Records from a collection
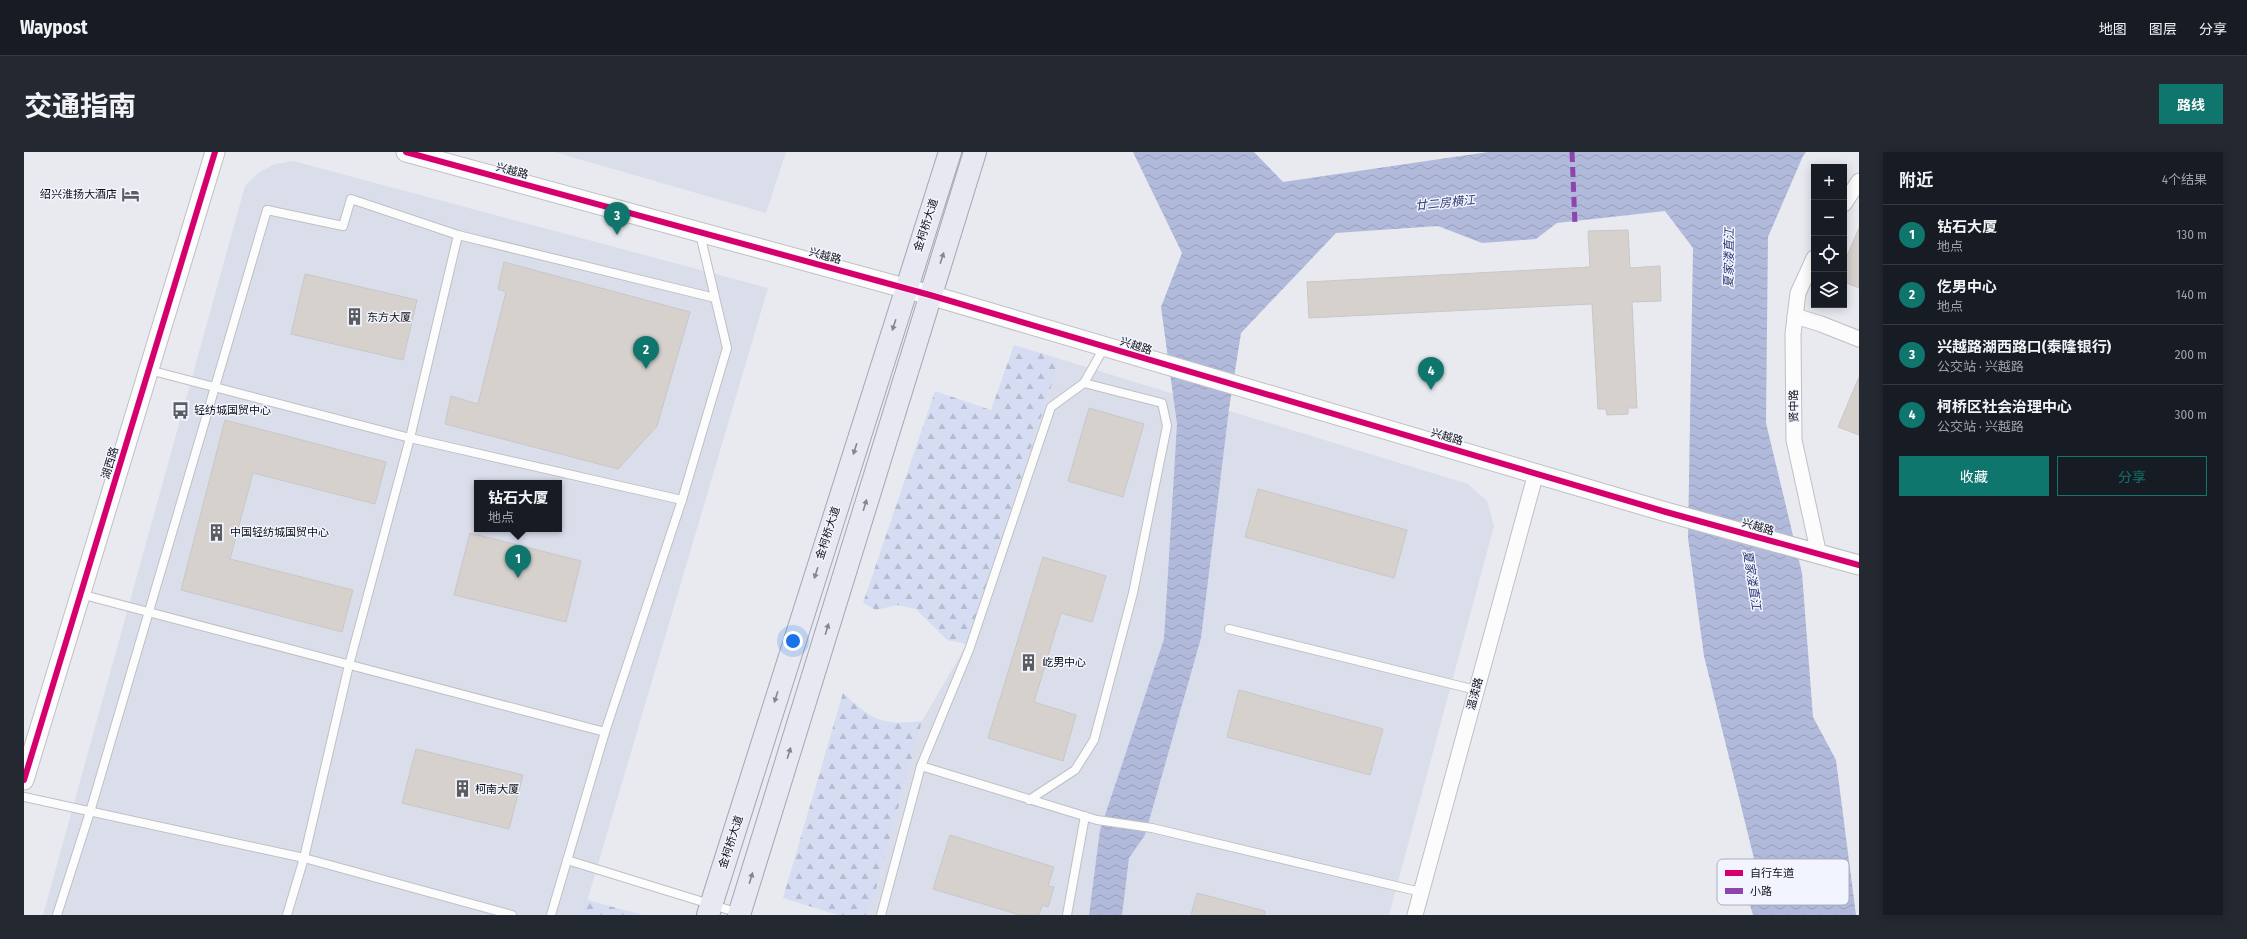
<!DOCTYPE html>
<html lang="zh">
<meta charset="utf-8">
<style>
:root{--surface:#171b24;--page:#242831;--text:#f1f3f6;--muted:#9ea1a6;--line:#363941;--accent:#0f766e}
body{margin:0;font-family:"Fira Sans Condensed","Noto Sans SC",sans-serif;background:var(--page);color:var(--text)}
.controls{position:absolute;right:12px;top:12px;display:grid;overflow:hidden;border-radius:0px;box-shadow:0 2px 10px #0003}
.controls button{width:36px;height:36px;display:grid;place-items:center;padding:0;border:0;border-bottom:1px solid var(--line);background:var(--surface);color:var(--text);font:20px sans-serif}
.you{position:absolute;left:769px;top:489px;width:14px;height:14px;margin:-10px;border:3px solid #fff;border-radius:50%;background:#1a73e8;box-shadow:0 0 0 6px #1a73e833}
.badge{display:grid;place-items:center;width:26px;height:26px;border-radius:50%;background:var(--accent);color:#fff;font-size:13px;font-weight:700}
.pin{position:absolute;translate:-50% -33px;filter:drop-shadow(0 1px 2px #0008)}
.pin::after{content:'';position:absolute;top:21px;width:14px;height:12px;background:inherit;clip-path:polygon(0 0,100% 0,50% 100%)}
.popup{position:absolute;left:450px;top:328px;width:88px;height:52px;box-sizing:border-box;display:grid;place-content:center;border-radius:0px;background:var(--surface);filter:drop-shadow(0 1px 3px #0005);font-size:13px;white-space:nowrap;color:var(--muted)}
.popup b{font-size:15px;color:var(--text)}
.popup::after{content:'';position:absolute;left:50%;top:100%;margin-left:-8px;border:8px solid transparent;border-top-color:var(--surface)}
.list{margin:0;padding:0;list-style:none}
h2{display:flex;justify-content:space-between;align-items:center;height:52px;margin:0;padding:0 16px;font-size:17px}
h2 small{font-size:13px;font-weight:400;color:var(--muted)}
.list li{display:grid;grid-template-columns:26px 1fr auto;gap:12px;align-items:center;box-sizing:border-box;height:60px;padding:0 16px;border-top:1px solid var(--line)}
.list b{display:block;font-size:15px;white-space:nowrap}
.list p{margin:0;font-size:13px;white-space:nowrap;color:var(--muted)}
.list em{font-size:13px;font-style:normal;color:var(--muted)}
.actions{display:flex;gap:8px;padding:12px 16px}
.actions a{flex:1;padding:9px 0;border:1px solid var(--accent);border-radius:0px;text-align:center;font-size:14px;color:var(--accent)}
.actions .main{background:var(--accent);color:#fff}
.icon{flex:none;width:22px;height:22px;fill:none;stroke:currentColor;stroke-width:2;stroke-linecap:round;stroke-linejoin:round}
.map{position:relative;flex:none;width:1835px;height:763px;overflow:hidden;border-radius:0px}
header{display:flex;align-items:center;gap:24px;box-sizing:border-box;height:56px;padding:0 20px;background:var(--surface);border-bottom:1px solid var(--line)}
header strong{font-size:19px}
nav{display:flex;gap:22px;margin-inline-start:auto;font-size:14px}
.intro{display:flex;align-items:center;justify-content:space-between;box-sizing:border-box;height:96px;padding:0 24px}
h1{margin:0;font-size:28px}
.button{padding:10px 18px;border-radius:0px;background:var(--accent);color:#fff;font-size:14px;font-weight:700}
main{display:flex;gap:24px;padding:0 24px}
aside{flex:1;background:var(--surface);border-radius:0px;box-shadow:0 2px 10px #0003}
.map>svg:first-child{display:block}
.built{fill:#dadeeb;fill-rule:evenodd}
.forest{fill:url(#forest-firs)}
.water{fill:url(#water-waves)}
.building{fill:#d6d1cc;stroke:#c8c7c8}
.lines{fill:none;stroke-linecap:round;stroke-linejoin:round}
.service-casing{stroke:#bfc0c5;stroke-width:10}
.minor-casing{stroke:#bfc0c5;stroke-width:17}
.tertiary-casing{stroke:#bfc0c5;stroke-width:21}
.primary-casing{stroke:#a3a6b6;stroke-width:24}
.service{stroke:#fcfcfd;stroke-width:8}
.minor{stroke:#fcfcfd;stroke-width:15}
.tertiary{stroke:#fcfcfd;stroke-width:19}
.primary{stroke:#e7e8f1;stroke-width:22}
.quiet{stroke:#8e44ad;stroke-width:5;stroke-dasharray:10 5;stroke-linecap:butt}
.cycleway-casing{stroke:#f2f5ff;stroke-width:8}
.cycleway{stroke:#d6006c;stroke-width:6}
.oneway{fill:#85868d}
.labels{text-anchor:middle;dominant-baseline:central;stroke-width:3;stroke-linejoin:round;paint-order:stroke}
.street-label{font-size:11px;fill:#0e0f13;stroke:#f2f5ff}
.poi-label{font-size:11px;fill:#0e0f13;stroke:#f2f5ff;text-anchor:start}
.water-label{font-size:12px;font-style:italic;fill:#303a72;stroke:#f2f5ff}
.key{fill:#f2f5ff;stroke:#aeb0b8;stroke-width:1}
.key-label{font-size:11px;fill:#0e0f13}
</style>
<header>
<strong>Waypost</strong>
<nav><a>地图</a><a>图层</a><a>分享</a></nav>
</header>
<div class="intro"><h1>交通指南</h1><a class="button">路线</a></div>
<main>
<div class="map">
<svg width="1835" height="763" viewBox="0 0 1835 763">
<defs>
<pattern id="forest-firs" width="22" height="20" patternUnits="userSpaceOnUse"><rect width="22" height="20" fill="#d6dcf2"/><path d="M5 1l3.5 6h-7zM16 11l3.5 6h-7z" fill="#b6bccf"/></pattern>
<pattern id="water-waves" width="16" height="10" patternUnits="userSpaceOnUse"><rect width="16" height="10" fill="#b1badb"/><path d="M0 5q4-4 8 0t8 0" fill="none" stroke="#979fbb"/></pattern>
</defs>
<rect width="100%" height="100%" fill="#e8eaf0"/>
<g class="built">
<polygon points="530,0 762,0 742,61"/>
<path d="M269 9 744 136 559 763H19L221 34 234 21 251 12ZM453 331H535V377H453Z"/>
<polygon points="1036,207 1444,332 1463,349 1470,374 1365,763 845,763 898,569 943,492"/>
</g>
<g class="forest">
<polygon points="990,193 1036,207 943,492 923,488 892,457 873,453 852,458 839,451 911,239 967,258"/>
<path d="M819 541C848 568 858 574 898 569L845 763H814L759 746Z"/>
<polygon points="563,748 619,763 559,763"/>
</g>
<polygon class="water" points="1109,0 1230,0 1259,30 1464,0 1782,0 1779,4 1744,85 1742,271 1778,421 1789,565 1812,608 1832,763 1729,763 1725,750 1736,731 1680,504 1664,386 1669,96 1641,59 1533,71 1512,87 1458,91 1414,74 1312,81 1217,181 1205,257 1177,486 1121,683 1105,706 1098,763 1065,763 1076,678 1140,487 1153,272 1137,155 1158,101"/>
<g class="building">
<polygon points="1835,76 1835,136 1820,130 1820,111"/>
<polygon points="1604,78 1606,116 1636,114 1637,149 1608,150 1613,256 1604,256 1604,262 1583,263 1582,257 1574,257 1568,152 1285,166 1283,130 1566,115 1564,79"/>
<polygon points="480,110 666,160 633,274 594,317 421,272 427,244 454,252 482,140 474,137"/>
<polygon points="281,122 393,148 379,208 267,182"/>
<polygon points="1835,225 1835,283 1814,275"/>
<polygon points="1065,256 1120,272 1099,345 1044,329"/>
<polygon points="201,268 362,310 351,352 229,321 206,407 329,438 318,480 157,438"/>
<polygon points="1234,337 1383,378 1370,426 1221,385"/>
<polygon points="446,381 557,409 542,470 430,443"/>
<polygon points="1019,405 1082,424 1068,470 1037,461 1010,550 1052,563 1039,609 964,586"/>
<polygon points="1215,538 1359,577 1346,623 1203,585"/>
<polygon points="392,597 499,623 485,677 378,651"/>
<polygon points="926,683 1030,715 1024,734 1030,735 1024,755 1018,753 1015,763 996,763 909,737"/>
<polygon points="1173,741 1241,759 1241,763 1167,763"/>
</g>
<g class="lines">
<defs>
<g id="service">
<polyline points="125,218 386,286 658,348"/>
<polyline points="56,442 581,580"/>
<polyline points="1205,477 1452,538"/>
<polyline points="897,614 1073,668 1128,676 1397,740"/>
<polyline points="0,645 280,706 488,763"/>
<polyline points="1005,648 1051,618 1070,588 1109,441 1143,274 1138,251 1060,231"/>
<polyline points="543,708 715,761"/>
<polyline points="33,763 66,660 243,58 319,74 327,47 434,83 691,146"/>
<polyline points="263,763 280,706 325,513 386,286 434,83"/>
<polyline points="527,763 581,580 658,348 703,196 676,82"/>
<polyline points="857,763 897,614 945,498 1027,255 1060,231 1081,194"/>
<polyline points="1043,763 1061,664"/>
</g>
<g id="minor">
<polyline points="1820,52 1835,29"/>
<polyline points="1790,106 1774,141 1769,182 1770,288 1795,403"/>
<polyline points="1771,164 1797,172 1835,187"/>
<polyline points="1391,763 1512,321"/>
</g>
<g id="tertiary">
<polyline points="382,0 906,143 1642,360 1835,413"/>
<polyline points="0,628 191,0"/>
</g>
<g id="primary">
<polyline points="684,763 926,0"/>
<polyline points="715,763 951,0"/>
</g>
</defs>
<use href="#service" class="service-casing"/>
<use href="#minor" class="minor-casing"/>
<use href="#tertiary" class="tertiary-casing"/>
<use href="#primary" class="primary-casing"/>
<use href="#service" class="service"/>
<use href="#minor" class="minor"/>
<use href="#tertiary" class="tertiary"/>
<use href="#primary" class="primary"/>
<polyline class="quiet" points="1548,0 1551,73"/>
<defs>
<g id="cycleway">
<polyline points="382,0 906,143 1642,360 1835,413"/>
<polyline points="0,628 191,0"/>
</g>
</defs>
<use href="#cycleway" class="cycleway-casing"/>
<use href="#cycleway" class="cycleway"/>
</g>
<defs><path id="oneway-solid" d="M-6-.8H1V-3.2L6.5 0L1 3.2V.8H-6Z"/></defs>
<g class="oneway">
<use href="#oneway-solid" transform="translate(918 106) rotate(-72)"/>
<use href="#oneway-solid" transform="translate(870 173) rotate(108)"/>
<use href="#oneway-solid" transform="translate(831 297) rotate(108)"/>
<use href="#oneway-solid" transform="translate(841 353) rotate(-73)"/>
<use href="#oneway-solid" transform="translate(792 421) rotate(108)"/>
<use href="#oneway-solid" transform="translate(803 477) rotate(-73)"/>
<use href="#oneway-solid" transform="translate(752 545) rotate(108)"/>
<use href="#oneway-solid" transform="translate(765 601) rotate(-73)"/>
<use href="#oneway-solid" transform="translate(727 726) rotate(-73)"/>
</g>
<defs>
<symbol id="hotel-bare" viewBox="-9 -9 18 18"><path d="M-6-4.5h1.5V1H6V5H4.5V3h-9V5H-6ZM-4 0a1.8 1.8 0 1 1 3.6 0ZM.5 0V-2.5h3Q6-2.5 6 0Z" fill="#5a5c60" stroke="#f2f5ff" stroke-width="2.5" paint-order="stroke"/></symbol>
<symbol id="building-bare" viewBox="-9 -9 18 18"><path d="M-4-6H4V6H1V3H-1V6H-4ZM-2.5-4.3h1.7v1.8h-1.7ZM.8-4.3h1.7v1.8H.8ZM-2.5-1h1.7V.8h-1.7ZM.8-1h1.7V.8H.8Z" fill="#5a5c60" stroke="#f2f5ff" stroke-width="2.5" paint-order="stroke"/></symbol>
<symbol id="bus-bare" viewBox="-9 -9 18 18"><path d="M-5-6H5V4H4V6H2V4H-2V6H-4V4H-5ZM-3.5-4V0h7V-4ZM-3.5 1.2v1.5H-2V1.2ZM2 1.2v1.5H3.5V1.2Z" fill="#5a5c60" stroke="#f2f5ff" stroke-width="2.5" paint-order="stroke"/></symbol>
</defs>
<g fill-rule="evenodd">
<use href="#hotel-bare" x="94" y="30" width="25" height="25"/>
<use href="#building-bare" x="318" y="152" width="25" height="25"/>
<use href="#bus-bare" x="144" y="246" width="25" height="25"/>
<use href="#building-bare" x="180" y="368" width="25" height="25"/>
<use href="#building-bare" x="992" y="498" width="25" height="25"/>
<use href="#building-bare" x="426" y="624" width="25" height="25"/>
</g>
<g class="labels">
<g class="street-label">
<text transform="translate(488 19) rotate(15)">兴越路</text>
<text transform="translate(902 73) rotate(-72)">金柯桥大道</text>
<text transform="translate(801 104) rotate(15)">兴越路</text>
<text transform="translate(1112 194) rotate(18)">兴越路</text>
<text transform="translate(1770 254) rotate(-91)">贤中路</text>
<text transform="translate(1423 285) rotate(16)">兴越路</text>
<text transform="translate(86 311) rotate(-73)">湖西路</text>
<text transform="translate(1734 375) rotate(16)">兴越路</text>
<text transform="translate(804 381) rotate(-72)">金柯桥大道</text>
<text transform="translate(1451 542) rotate(-75)">温渎路</text>
<text transform="translate(707 690) rotate(-72)">金柯桥大道</text>
</g>
<g class="poi-label">
<text x="93" y="42" text-anchor="end">绍兴淮扬大酒店</text>
<text x="343" y="165">东方大厦</text>
<text x="170" y="258">轻纺城国贸中心</text>
<text x="206" y="380">中国轻纺城国贸中心</text>
<text x="1018" y="510">屹男中心</text>
<text x="451" y="637">柯南大厦</text>
</g>
<g class="water-label">
<text transform="translate(1421 51) rotate(-6)">廿二房横江</text>
<text transform="translate(1705 106) rotate(-89)">夏家溇直江</text>
<text transform="translate(1728 428) rotate(81)">夏家溇直江</text>
</g>
</g>
<rect x="1693" y="707" width="132" height="46" rx="6" class="key"/>
<rect x="1701" y="718" width="18" height="6" fill="#d6006c"/>
<rect x="1701" y="736" width="18" height="6" fill="#8e44ad"/>
<g class="key-label">
<text x="1726" y="725">自行车道</text>
<text x="1726" y="743">小路</text>
</g>
</svg>
<div class="controls">
<button>+</button>
<button>−</button>
<button><svg class="icon" aria-label="locate" viewBox="0 0 24 24"><circle cx="12" cy="12" r="6"/><path d="M12 2v4M12 18v4M2 12h4M18 12h4"/></svg></button>
<button><svg class="icon" aria-label="layers" viewBox="0 0 24 24"><path d="M12 4l9 5-9 5-9-5zM3 14l9 5 9-5"/></svg></button>
</div>
<div class="you"></div>
<div class="pin badge" style="left:494px;top:426px">1</div>
<div class="popup"><b>钻石大厦</b>地点</div>
<div class="pin badge" style="left:622px;top:217px">2</div>
<div class="pin badge" style="left:593px;top:83px">3</div>
<div class="pin badge" style="left:1407px;top:238px">4</div>
</div>
<aside>
<h2>附近<small>4个结果</small></h2>
<ul class="list">
<li><span class="badge">1</span><div><b>钻石大厦</b><p>地点</p></div><em>130 m</em></li>
<li><span class="badge">2</span><div><b>仡男中心</b><p>地点</p></div><em>140 m</em></li>
<li><span class="badge">3</span><div><b>兴越路湖西路口(泰隆银行)</b><p>公交站 · 兴越路</p></div><em>200 m</em></li>
<li><span class="badge">4</span><div><b>柯桥区社会治理中心</b><p>公交站 · 兴越路</p></div><em>300 m</em></li>
</ul>
<div class="actions"><a class="main">收藏</a><a>分享</a></div>
</aside>
</main>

TASK INSTRUCTIONS: Read the entries above, then pull out the lines that include "weight".

WRITTEN SOLUTION:
.badge{display:grid;place-items:center;width:26px;height:26px;border-radius:50%;background:var(--accent);color:#fff;font-size:13px;font-weight:700}
h2 small{font-size:13px;font-weight:400;color:var(--muted)}
.button{padding:10px 18px;border-radius:0px;background:var(--accent);color:#fff;font-size:14px;font-weight:700}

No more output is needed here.